Puylaurens (Tarn), reportage
« Médic, médic ! » Des cris s’élèvent en plein cœur des détonations. Aux quatre coins du champ, les grenades lacrymogènes et assourdissantes fendent le ciel par dizaines. Un corps abîmé est extrait de la mêlée sur une civière. Les paumes posées sur le visage, la victime semble souffrir d’une fracture ouverte au tibia. Il faut l’évacuer en urgence.
Le 8 juin, plus de 1 600 policiers et gendarmes mobiles ont protégé le chantier de l’autoroute A69, entre Castres et Toulouse. Dans les collines tarnaises, à quelques pas du village de Puylaurens, les affrontements avec les militants opposés à ce projet destructeur du climat et de la biodiversité ont duré des heures. Blindés Centaures, policiers en motocross, hélicoptères… La préfecture a sorti l’artillerie lourde contre les 6 000 manifestants (1 600 selon la préfecture) pour empêcher le déroulé de ce troisième grand rassemblement, baptisé « Roue libre ».
Quelques jours plus tôt, Gérald Darmanin, le ministre de l’Intérieur, avait choisi d’interdire cette mobilisation nationale, pourtant prévue de longue date par Les Soulèvements de la Terre et une soixantaine de collectifs, dont la Confédération paysanne et Extinction Rebellion. Rappelant la stratégie employée lors de la manifestation antibassines de Sainte-Soline, en 2023, cette décision laissait déjà pressentir un usage massif de la force policière. La veille déjà, des gendarmes s’étaient rendus dans les zad créées en janvier et février, à Saïx.

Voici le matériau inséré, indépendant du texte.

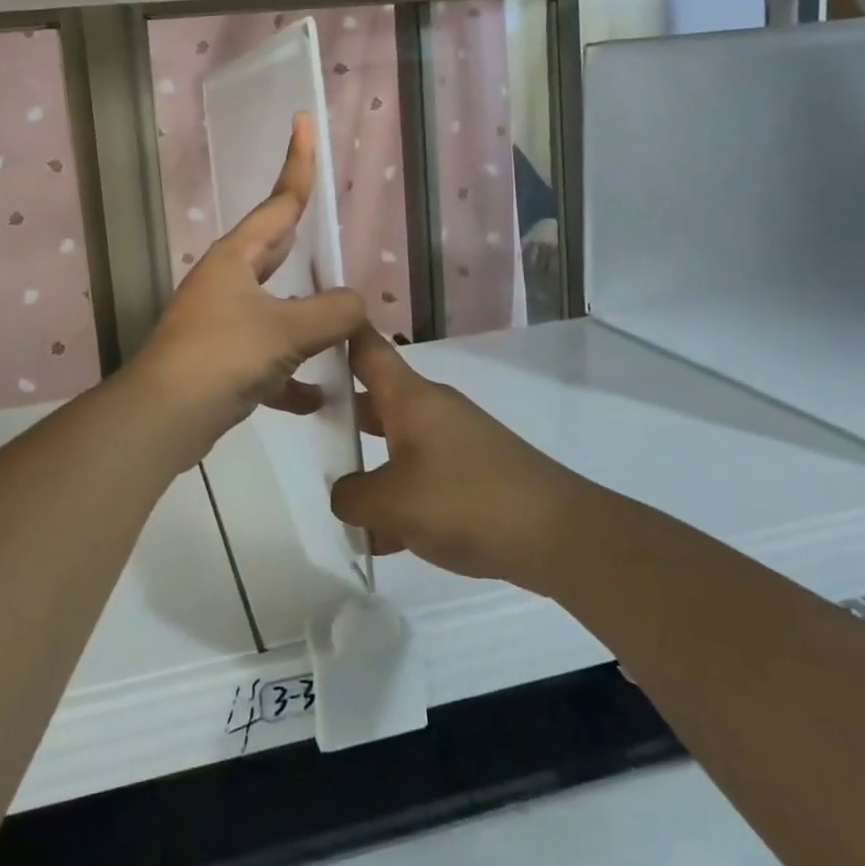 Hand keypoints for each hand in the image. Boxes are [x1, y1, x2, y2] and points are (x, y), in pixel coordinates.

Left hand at [129, 114, 363, 469]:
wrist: (164, 417)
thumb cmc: (222, 355)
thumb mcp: (286, 329)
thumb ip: (332, 312)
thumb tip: (354, 305)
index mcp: (236, 258)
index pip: (279, 202)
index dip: (297, 162)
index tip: (302, 121)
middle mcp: (226, 282)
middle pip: (276, 252)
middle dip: (304, 242)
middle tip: (330, 230)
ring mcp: (221, 322)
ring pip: (275, 310)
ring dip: (306, 321)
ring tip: (343, 329)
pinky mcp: (221, 362)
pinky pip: (266, 360)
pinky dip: (290, 375)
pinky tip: (317, 397)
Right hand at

« On est conscient que Darmanin, à travers ses déclarations, prépare la répression à venir, a dénoncé l’économiste Geneviève Azam, avant que ne s’élance la foule. Pour autant, il faut rester déterminé. La violence restera toujours du côté de ceux imposant ce projet inutile à la population. » Une prise de parole aussitôt soutenue par Christelle, militante du collectif La Voie est libre : « Même si le préfet l’interdit, on est légitimes à être là et à leur tenir tête. » « Comment peut-on museler à ce point l’opposition dans un pays démocratique ? », avait réagi quelques jours plus tôt un militant du même collectif.
Bilan, quelques heures plus tard, à l’issue de la « manif’action » : une vingtaine de victimes légères, et trois blessés graves transférés à l’hôpital, du côté des militants. Un gendarme et un policier auraient également été légèrement blessés, touchés par un cocktail Molotov et un tir de mortier, d’après la préfecture du Tarn.
Balade naturaliste, tables rondes et opération semis
Arrivés dès la veille pour certains, les militants se sont réunis sur un terrain privé, prêté par un agriculteur de la commune. Ce camp de base accueille les trois jours de mobilisation, jusqu’au dimanche 9 juin au soir. Au programme, sous les nombreux chapiteaux montés pour l’occasion : tables rondes, projection de docus, balade naturaliste, concerts… et même une opération semis et la création d’une bergerie. « La lutte contre l’A69 est avant tout une lutte paysanne, pour protéger les terres nourricières, a insisté la porte-parole de la Confédération paysanne, Laurence Marandola. Tous les syndicats devraient être là mais on est le seul, et c’est bien dommage. »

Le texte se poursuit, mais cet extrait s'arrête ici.